Thank you for inviting me to speak to you today. I want to follow up the evidence that you took from officials and stakeholders earlier this month and set out our vision for the impact of the changes that we are proposing in the bill. I would also like to respond to some of the specific points that have been made by the committee and by stakeholders.
Thank you for that statement. You have tried very hard to reflect the evidence that the committee has heard over recent weeks and to address some of the issues that have arisen. I am sure that the committee will wish to follow up some of those points with you this morning.
I described the key objective in my opening remarks. As you rightly say, it is a matter of bringing SWIA and the care commission together and integrating their methodologies and their standards and performance of scrutiny. The focus for that lies in improving outcomes for the service user. For that to happen, we need a whole-systems approach, from the planning of services through to their commissioning and delivery. How that is done will be the main item on the agenda for the professionals and managers of the new organisation. No doubt that will not be determined overnight; it will take some time to achieve. Clearly, there will be a significant rationalisation of senior management in the new body. Hopefully, with focus and with the key objective that has been set out, they can make significant progress quickly.
One issue that might arise is that, in the process of creating the new organisation that will bring the two bodies together, the focus will be on administration rather than on what people do. What steps does the Government envisage being taken to ensure that, particularly in the early days, the emphasis is on the quality of the service that is delivered? We all have experiences of organisational change in which the focus of activity has been on the change rather than on the delivery of services. I am sure that the new organisation's overall goal will always be to strive constantly to ensure quality, but there is a concern that there might—I emphasise "might"—be a loss of focus, particularly in the first few years. How does the minister envisage that focus will be maintained within the new organisation?

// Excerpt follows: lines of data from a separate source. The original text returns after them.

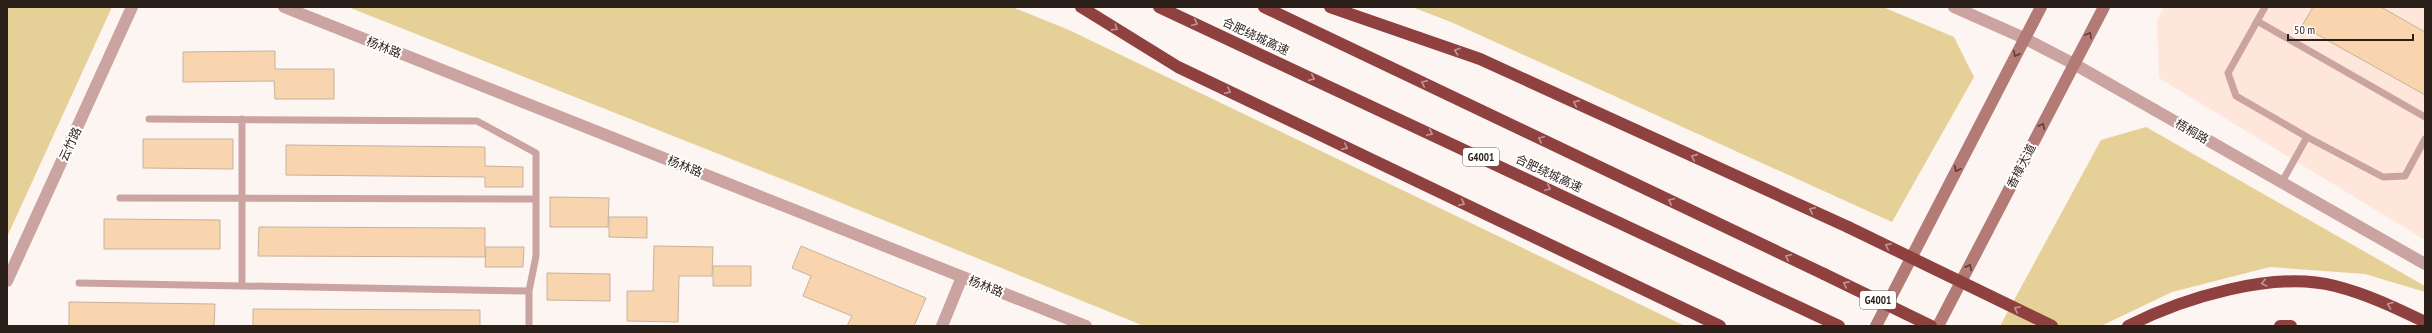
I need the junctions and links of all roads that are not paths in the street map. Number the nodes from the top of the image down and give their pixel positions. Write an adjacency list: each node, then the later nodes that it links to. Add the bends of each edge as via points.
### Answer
1 (132, 7): 25 (street, 云竹路)
2 (284, 7): 24 (street, 杨林路)
3 (1082, 7): 33 (highway, one-way to 33, via 1178,67)
4 (1159, 7): 34 (highway, 合肥绕城高速 / G4001, one-way to 34)
5 (1264, 7): 36 (highway, G4001, one-way to 5, bridge)
6 (1330, 7): 38 (highway, one-way to 6, bridge, via 1848,227 1480,59)
7 (1954, 7): 12 (street, 梧桐路)
8 (2041, 7): 12 (main road)
9 (2104, 7): 13 (main road, 香樟大道, one-way to 9)
10 (2265, 7): 11 (lane)
11 (2257, 21): 14 (lane); 17 (lane, via 2228,73 2236,96)
12 (2024, 38): 13 (street, 梧桐路); 35 (main road, one-way to 35)
13 (2074, 64): 19 (street, 梧桐路); 37 (main road, 香樟大道, one-way to 13)
14 (2425, 118)
15 (149, 119): 16 (lane)
16 (242, 119): 21 (lane); 22 (lane, via 477,121 536,153)
17 (2306, 137): 18 (lane, via 2383,177 2405,176); 19 (lane)
18 (2425, 139)
19 (2282, 182): 23 (street, 梧桐路)
20 (120, 198): 21 (lane)
21 (242, 198): 22 (lane); 27 (lane)
22 (536, 199): 28 (lane, via 536,256)
23 (2425, 264)
24 (962, 277): 31 (street); 32 (street, 杨林路)
25 (7, 281)
26 (79, 283): 27 (lane)
27 (242, 286): 28 (lane)
28 (529, 291): 30 (lane)
29 (2425, 322): 39 (highway, one-way to 39, via 2393,306 2334,285 2281,280 2189,299)
30 (529, 326)
31 (942, 326)
32 (1086, 326)
33 (1720, 326)
34 (1839, 326)
35 (1876, 326)
36 (1932, 326)
37 (1938, 326)
38 (2052, 326)
39 (2128, 326)
40 (2280, 326): 41 (highway)
41 (2291, 326)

All the people who are currently engaged in scrutiny activity will still be engaged in that self-same scrutiny. For existing programmes and cycles of inspection, I do not anticipate any disruption at all. Clearly, the creation of new programmes or cycles of inspection will be where the new focus will be brought to bear. The senior managers and professionals within these organisations no doubt face a challenging exercise in setting out on a new regime, but they will have a couple of years or so to prepare for that changeover. I expect that we will be in a position to hit the ground running, as it were. I cannot give a 110 per cent guarantee that everything will work out swimmingly—I imagine that there will be many headaches and much midnight oil being burned—but I have every confidence in the quality of the people who work in the scrutiny system. I am sure that they will rise to the challenge.
A key issue will be to have a single set of standards—which we currently do not have—for inspection services. Does the Government intend that we will have a single set of standards?
Clearly, the standards to which the care commission works are different from those to which SWIA operates. The new body will be asked to focus in particular on outcome measures and to put in place standards that will drive matters forward. Obviously, one of the new body's tasks will be to set standards and outcome measures for the delivery of local authority activities such as the commissioning of services. I also anticipate that the new body will be able to provide guidance to local authorities on how to meet the standards and on best practice. We already have a lot of information to hand on that front.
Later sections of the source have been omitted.